A idéia forte que ancora as assemblages diz respeito à concepção de que os objetos díspares reunidos na obra, ainda que produzam um conjunto outro, não perdem o seu sentido primeiro. Menos que síntese, trata-se aí de justaposição de elementos, em que é possível identificar cada peça no interior do arranjo mais amplo. Rauschenberg denomina combine paintings as assemblages que começa a ensaiar em 1951 pela aplicação de diversos materiais sobre a tela, sobretudo papéis e materiais planos. A partir de 1953, o leque de elementos utilizado se amplia (Bed, 1955 e Canyon, 1959). Suas assemblages ou combine paintings empregam também garrafas de Coca-Cola, ventiladores elétricos, tecidos etc. Um de seus trabalhos mais conhecidos é Monograma (1959), um bode empalhado com um pneu ao redor da cintura. A abertura da pesquisa com materiais remete às aulas com Josef Albers (1888-1976) e às influências de John Cage (1912-1992), com quem aprende a assimilar informações díspares do entorno, das cidades e da vida cotidiana. As combine paintings de Rauschenberg propõem múltiplas associações e leituras, na medida em que não há temas predeterminados ou sentidos últimos que organizem os conjuntos. Tendem a se distanciar dos objetos surrealistas, que usam a justaposição de materiais, por meio da livre associação, como chave de acesso ao inconsciente. Na década de 1960, o artista volta-se para superfícies bidimensionais, destacando-se no campo da serigrafia. Imagens tomadas do mundo da mídia e da publicidade, ao lado de símbolos desenhados e pintados, invadem as telas (por exemplo, a imagem do presidente Kennedy em Búfalo II,1964). O trabalho de Jasper Johns orienta-se por uma pauta semelhante, embora possua feitio bastante diverso. Boa parte de sua obra é constituída de pinturas representando objetos comuns bidimensionais, como as Bandeiras, Alvos e Números. Bandeira (1954-1955), um de seus trabalhos mais famosos, apresenta um símbolo conhecido - a bandeira norte-americana - que é também uma composição formal de linhas, formas geométricas e cores. O jogo entre o realismo e o artifício que a tela propõe - por que seria a bandeira na realidade mais "real" que a pintura do artista ? - é um dos elementos valorizados na obra de J. Johns.

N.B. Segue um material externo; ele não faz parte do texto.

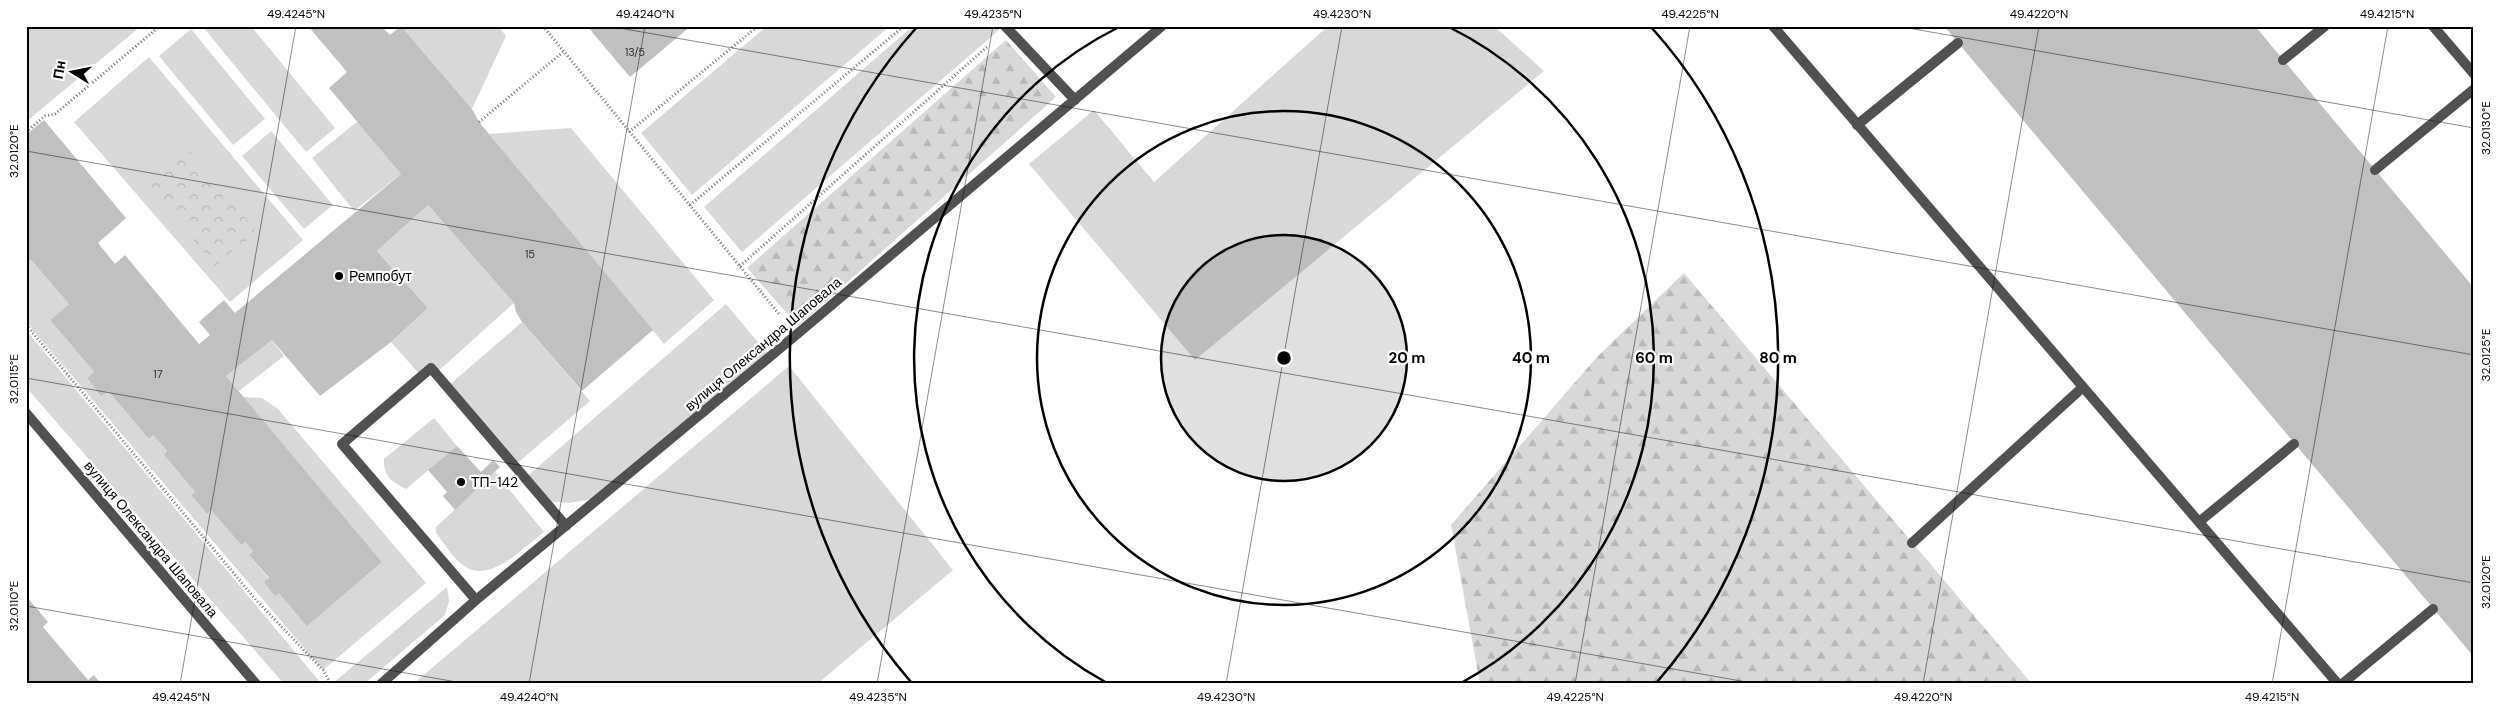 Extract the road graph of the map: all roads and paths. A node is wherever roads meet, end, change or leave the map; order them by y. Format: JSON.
{"nodes":[{"id":1,"x":160,"y":26,"type":"edge"},
{"id":2,"x":543,"y":26,"type":"edge"},
{"id":3,"x":758,"y":26,"type":"edge"},
{"id":4,"x":904,"y":26,"type":"edge"},
{"id":5,"x":1162,"y":26,"type":"edge"},
{"id":6,"x":1773,"y":26,"type":"edge"},
{"id":7,"x":2325,"y":26,"type":"edge"},
{"id":8,"x":1006,"y":27,"type":"edge"},
{"id":9,"x":2435,"y":27,"type":"edge"},
{"id":10,"x":1958,"y":43,"type":"dead end"},
{"id":11,"x":563,"y":52,"type":"junction"},
{"id":12,"x":2283,"y":60,"type":"dead end"},
{"id":13,"x":2474,"y":74,"type":"edge"},
{"id":14,"x":2474,"y":88,"type":"edge"},
{"id":15,"x":1074,"y":100,"type":"junction"},
{"id":16,"x":479,"y":122,"type":"dead end"},
{"id":17,"x":1857,"y":125,"type":"junction"},
{"id":18,"x":26,"y":132,"type":"edge"},
{"id":19,"x":629,"y":132,"type":"junction"},
{"id":20,"x":2375,"y":170,"type":"dead end"},
{"id":21,"x":690,"y":205,"type":"junction"},
{"id":22,"x":740,"y":266,"type":"junction"},
{"id":23,"x":26,"y":325,"type":"edge"},
{"id":24,"x":796,"y":334,"type":"junction"},
{"id":25,"x":2083,"y":387,"type":"junction"},
{"id":26,"x":26,"y":413,"type":"edge"},
{"id":27,"x":2294,"y":444,"type":"dead end"},
{"id":28,"x":2199,"y":522,"type":"junction"},
{"id":29,"x":566,"y":526,"type":"junction"},
{"id":30,"x":1912,"y":543,"type":"dead end"},
{"id":31,"x":476,"y":600,"type":"junction"},
{"id":32,"x":2433,"y":609,"type":"dead end"},
{"id":33,"x":256,"y":684,"type":"edge"},
{"id":34,"x":331,"y":684,"type":"edge"},
{"id":35,"x":381,"y":684,"type":"edge"},
{"id":36,"x":2340,"y":684,"type":"edge"}],
"edges":[{"from":1,"to":18,"type":"path"},
{"from":2,"to":11,"type":"path"},
{"from":3,"to":19,"type":"path"},
{"from":4,"to":21,"type":"path"},
{"from":5,"to":15,"type":"lane","name":"вулиця Олександра Шаповала"},
{"from":6,"to":17,"type":"lane"},
{"from":7,"to":12,"type":"lane"},
{"from":8,"to":15,"type":"lane"},
{"from":8,"to":22,"type":"path"},
{"from":9,"to":13,"type":"lane"},
{"from":10,"to":17,"type":"lane"},
{"from":11,"to":16,"type":"path"},
{"from":11,"to":19,"type":"path"},
{"from":14,"to":20,"type":"lane"},
{"from":15,"to":24,"type":"lane","name":"вулиця Олександра Шаповала"},
{"from":17,"to":25,"type":"lane"},
{"from":19,"to":21,"type":"path"},
{"from":21,"to":22,"type":"path"},
{"from":22,"to":24,"type":"path"},
{"from":23,"to":34,"type":"path"},
{"from":24,"to":29,"type":"lane","name":"вулиця Олександра Шаповала"},
{"from":25,"to":28,"type":"lane"},
{"from":25,"to":30,"type":"lane"},
{"from":26,"to":33,"type":"lane","name":"вулиця Олександра Шаповала"},
{"from":27,"to":28,"type":"lane"},
{"from":28,"to":36,"type":"lane"},
{"from":29,"to":31,"type":"lane","name":"вулиця Олександра Шаповала"},
{"from":29,"to":31,"type":"lane"},
{"from":31,"to":35,"type":"lane","name":"вулиця Олександра Шаповала"},
{"from":32,"to":36,"type":"lane"}]}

Alguns comentadores incluem a arte pop de Andy Warhol (1928-1987) e Roy Lichtenstein (1923-1997) no interior do movimento neodada; outros classificam Rauschenberg e Johns como artistas ligados à arte pop. Denominações à parte, o fato é que as colagens tridimensionais de Robert Rauschenberg, assim como as imagens planas e emblemáticas de Jasper Johns, abrem a arte norte-americana para a utilização de imagens e objetos inscritos no cotidiano, caminho que a arte pop vai explorar de modo sistemático pela incorporação das histórias em quadrinhos, da publicidade, das imagens televisivas e do cinema. As junk sculptures, realizadas nos anos de 1950 e 1960, aparecem freqüentemente associadas ao neodada, o que tampouco soa estranho. Os trabalhos pioneiros de David Smith (1906-1965), que fazem uso de refugo industrial, sucatas e materiais descartados, as obras de John Chamberlain (1927) - por exemplo H.A.W.K (1959), construído com carcaças de automóveis - ou os trabalhos de Ettore Colla (1899-1968), que realiza suas obras a partir de componentes de máquinas, sucatas e objetos quebrados, apelam, de modo semelhante, aos objetos comuns e à vida ordinária. Só que aí, as obras mobilizam sobretudo os elementos descartados, o lixo e as sobras que a sociedade industrial produz. Outras fontes mencionam ainda o Novo realismo dos anos 1960 - espécie de versão européia da arte pop -, como uma corrente diretamente ligada ao neodada. Arman (1928) - conhecido por suas assemblages de objetos descartados (Arteriosclerose, 1961 e Acumulação de Bules Partidos, 1964) - e Domenico Rotella (1918), que trabalha a partir de cartazes publicitários rasgados (O Asfalto na Noite, 1962) são dois nomes importantes dessa vertente.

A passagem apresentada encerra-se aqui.